_Task item_
For each line below that includes the string "Thalstraße", show the whole line.

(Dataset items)

============

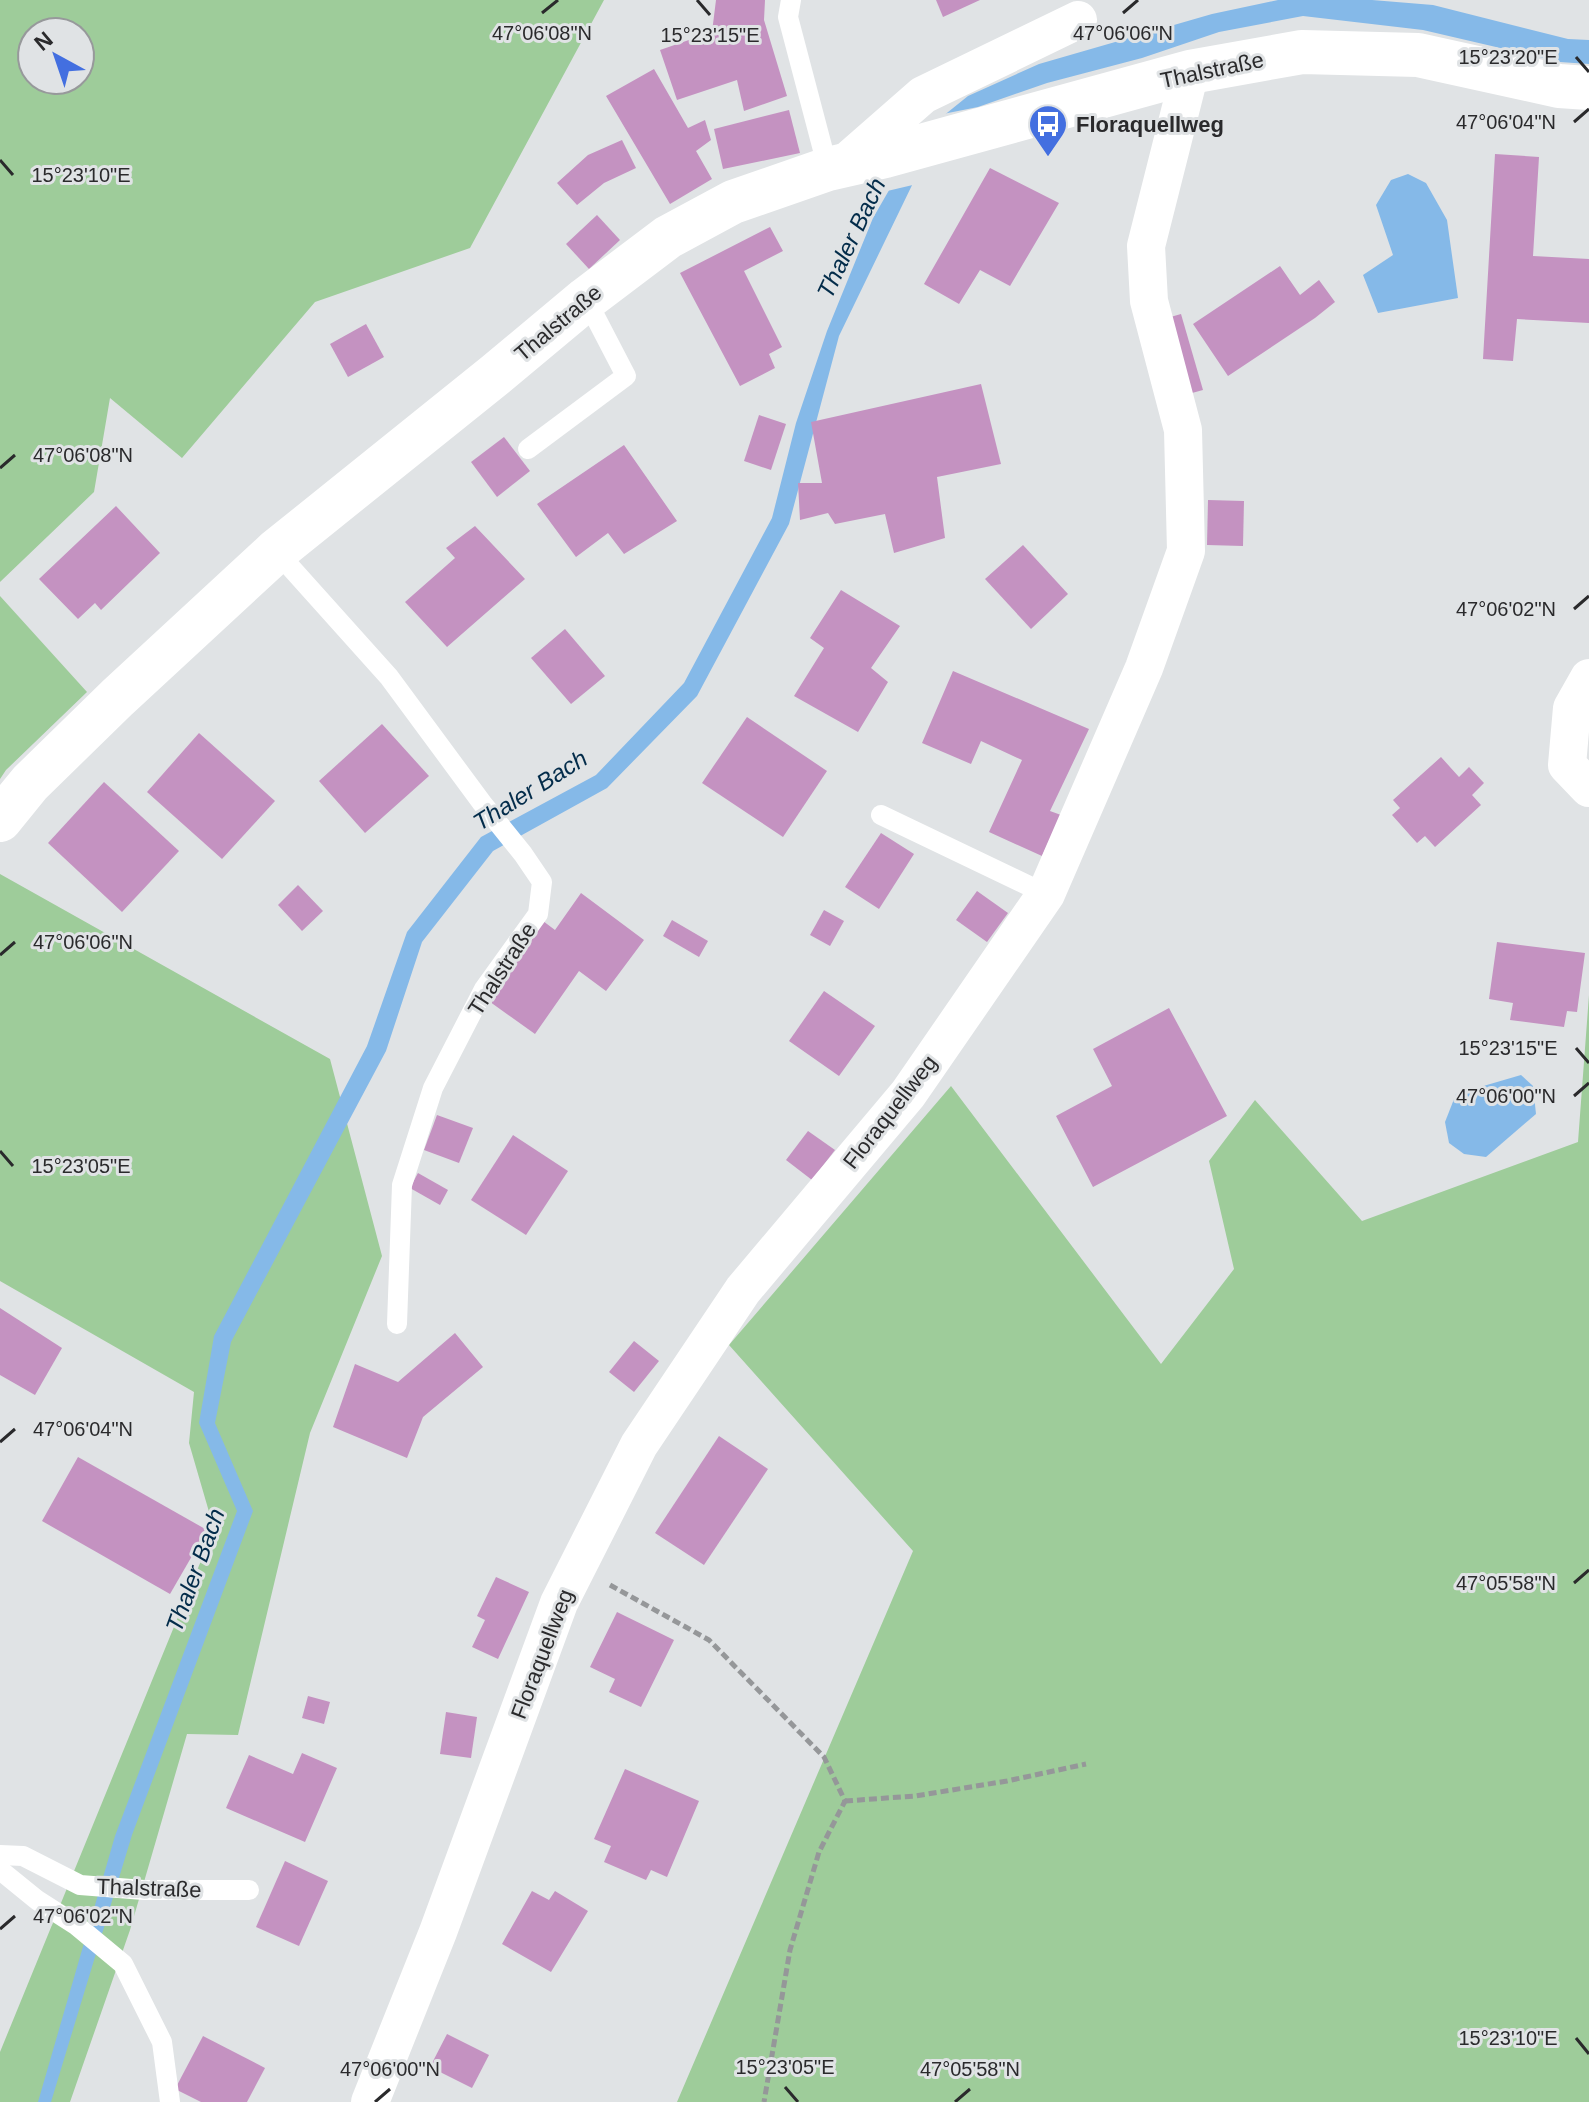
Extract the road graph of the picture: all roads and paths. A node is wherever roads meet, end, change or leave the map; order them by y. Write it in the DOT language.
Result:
graph roads {
  1 [pos="791,0"];
  2 [pos="1078,20"];
  3 [pos="1190,72"];
  4 [pos="1589,88"];
  5 [pos="835,167"];
  6 [pos="586,299"];
  7 [pos="528,449"];
  8 [pos="276,551"];
  9 [pos="1589,678"];
  10 [pos="1589,788"];
  11 [pos="881,815"];
  12 [pos="0,820"];
  13 [pos="1046,894"];
  14 [pos="397,1324"];
  15 [pos="578,1567"];
  16 [pos="1086,1764"];
  17 [pos="845,1801"];
  18 [pos="0,1855"];
  19 [pos="0,1870"];
  20 [pos="53,1872"];
  21 [pos="249,1890"];
  22 [pos="37,1900"];
  23 [pos="170,2102"];
  24 [pos="370,2102"];
  25 [pos="764,2102"];
  1 -- 5 [label="lane"];
  2 -- 5 [label="street, Thalstraße"];
  3 -- 4 [label="main road, Thalstraße"];
  3 -- 5 [label="main road, Thalstraße"];
  3 -- 13 [label="street, Floraquellweg"];
  5 -- 6 [label="main road, Thalstraße"];
  6 -- 7 [label="lane"];
  6 -- 8 [label="main road, Thalstraße"];
  8 -- 12 [label="main road, Thalstraße"];
  8 -- 14 [label="lane, Thalstraße"];
  9 -- 10 [label="street"];
  11 -- 13 [label="lane"];
  13 -- 15 [label="street, Floraquellweg"];
  15 -- 17 [label="path"];
  15 -- 24 [label="street, Floraquellweg"];
  16 -- 17 [label="path"];
  17 -- 25 [label="path"];
  18 -- 20 [label="lane, Thalstraße"];
  19 -- 22 [label="lane, Thalstraße"];
  20 -- 21 [label="lane, Thalstraße"];
  20 -- 22 [label="lane"];
  22 -- 23 [label="lane, Thalstraße"];
}
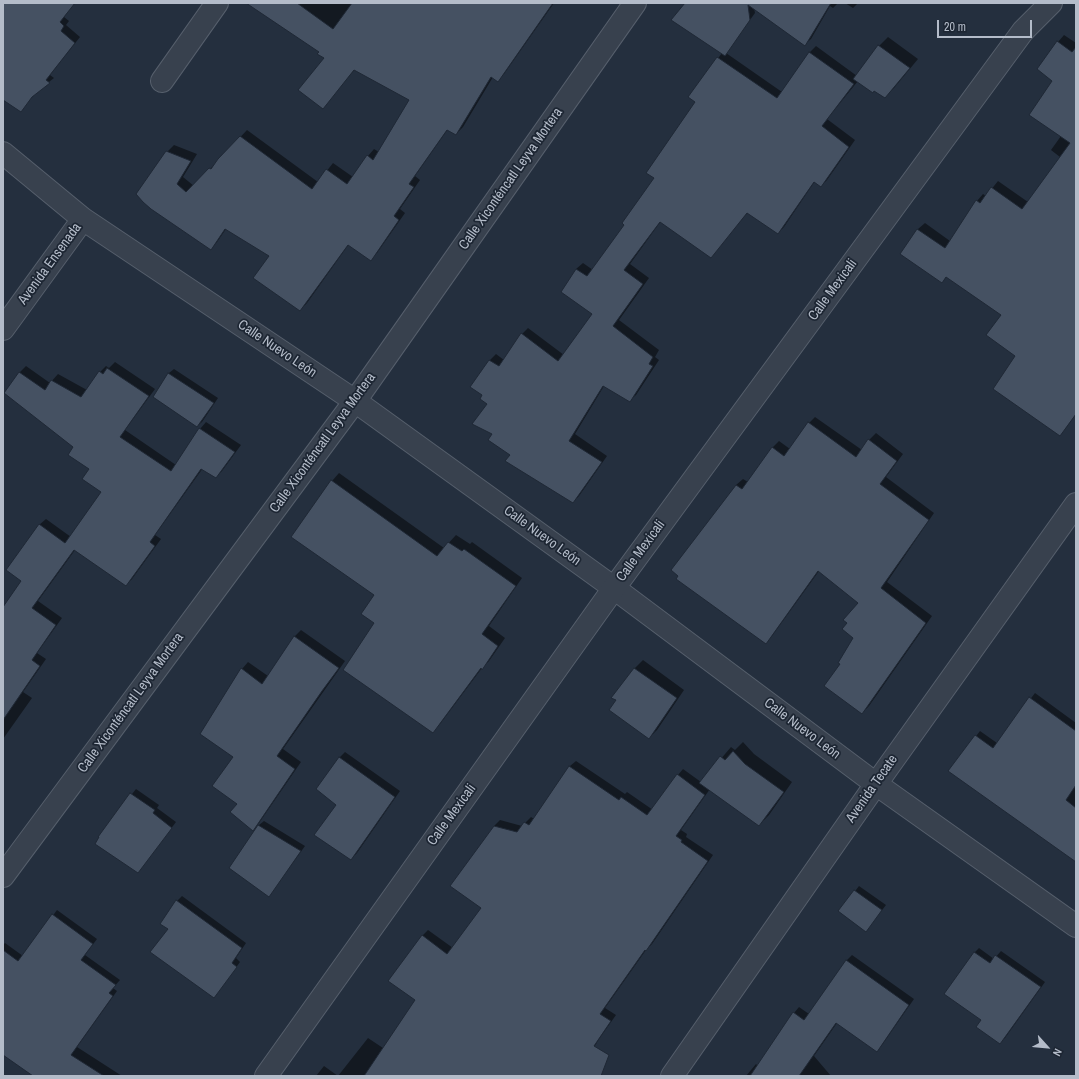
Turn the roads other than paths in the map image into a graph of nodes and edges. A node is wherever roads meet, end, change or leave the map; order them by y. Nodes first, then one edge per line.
1 (217, 3) edge
2 (635, 3) edge
3 (1034, 3) edge
4 (1051, 3) edge
5 (1023, 31) junction
6 (162, 81) dead end
7 (3, 153) edge
8 (83, 219) junction
9 (3, 329) edge
10 (355, 401) junction
11 (1076, 504) edge
12 (614, 588) junction
13 (876, 784) junction
14 (3, 876) edge
15 (1076, 926) edge
16 (266, 1076) edge
17 (672, 1076) edge

1 - 6 street
2 - 10 street, Calle Xiconténcatl Leyva Mortera
3 - 5 street, Calle Mexicali
4 - 5 street, Calle Mexicali
5 - 12 street, Calle Mexicali
7 - 8 street, Calle Nuevo León
8 - 9 street, Avenida Ensenada
8 - 10 street, Calle Nuevo León
10 - 12 street, Calle Nuevo León
10 - 14 street, Calle Xiconténcatl Leyva Mortera
11 - 13 street, Avenida Tecate
12 - 13 street, Calle Nuevo León
12 - 16 street, Calle Mexicali
13 - 15 street, Calle Nuevo León
13 - 17 street, Avenida Tecate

============

_Problem solution_
  2 -- 5 [label="street, Thalstraße"];
  3 -- 4 [label="main road, Thalstraße"];
  3 -- 5 [label="main road, Thalstraße"];
  5 -- 6 [label="main road, Thalstraße"];
  6 -- 8 [label="main road, Thalstraße"];
  8 -- 12 [label="main road, Thalstraße"];
  8 -- 14 [label="lane, Thalstraße"];
  18 -- 20 [label="lane, Thalstraße"];
  19 -- 22 [label="lane, Thalstraße"];
  20 -- 21 [label="lane, Thalstraße"];
  22 -- 23 [label="lane, Thalstraße"];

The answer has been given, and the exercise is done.